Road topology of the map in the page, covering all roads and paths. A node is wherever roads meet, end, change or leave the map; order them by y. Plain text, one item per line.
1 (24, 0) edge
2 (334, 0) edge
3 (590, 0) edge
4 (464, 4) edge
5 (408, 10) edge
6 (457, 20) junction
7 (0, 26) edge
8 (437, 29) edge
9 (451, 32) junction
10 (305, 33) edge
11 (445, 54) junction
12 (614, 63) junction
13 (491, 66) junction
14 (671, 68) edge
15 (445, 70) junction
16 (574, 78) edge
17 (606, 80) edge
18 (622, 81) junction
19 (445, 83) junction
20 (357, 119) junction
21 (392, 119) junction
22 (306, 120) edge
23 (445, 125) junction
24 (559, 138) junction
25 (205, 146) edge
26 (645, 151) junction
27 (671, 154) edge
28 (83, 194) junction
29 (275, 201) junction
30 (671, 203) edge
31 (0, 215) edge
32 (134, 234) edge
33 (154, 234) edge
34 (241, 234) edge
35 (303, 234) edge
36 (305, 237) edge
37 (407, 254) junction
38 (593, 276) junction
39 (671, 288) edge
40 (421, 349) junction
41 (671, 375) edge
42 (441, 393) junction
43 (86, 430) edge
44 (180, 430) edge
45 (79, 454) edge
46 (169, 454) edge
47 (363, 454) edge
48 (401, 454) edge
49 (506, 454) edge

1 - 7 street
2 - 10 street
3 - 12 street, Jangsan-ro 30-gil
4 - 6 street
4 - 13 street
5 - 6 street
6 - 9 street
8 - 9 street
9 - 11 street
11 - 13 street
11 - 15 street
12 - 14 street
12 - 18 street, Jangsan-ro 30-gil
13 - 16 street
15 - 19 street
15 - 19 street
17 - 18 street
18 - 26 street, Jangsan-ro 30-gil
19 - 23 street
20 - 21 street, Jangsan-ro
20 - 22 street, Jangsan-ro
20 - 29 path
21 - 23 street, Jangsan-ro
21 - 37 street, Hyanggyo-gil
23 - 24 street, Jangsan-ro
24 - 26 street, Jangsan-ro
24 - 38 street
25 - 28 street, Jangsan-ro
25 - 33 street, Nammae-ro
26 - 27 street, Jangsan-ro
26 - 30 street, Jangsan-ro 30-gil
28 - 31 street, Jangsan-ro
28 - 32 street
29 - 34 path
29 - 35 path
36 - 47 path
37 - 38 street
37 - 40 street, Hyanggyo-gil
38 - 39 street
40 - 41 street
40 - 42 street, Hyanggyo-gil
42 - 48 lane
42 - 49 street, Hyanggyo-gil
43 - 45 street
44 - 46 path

• • • •

◆ Problem to solve ◆
Which lines of the material above hold the string "Hyanggyo"? Pull them out.

◆ Written response ◆
21 - 37 street, Hyanggyo-gil
37 - 40 street, Hyanggyo-gil
40 - 42 street, Hyanggyo-gil
42 - 49 street, Hyanggyo-gil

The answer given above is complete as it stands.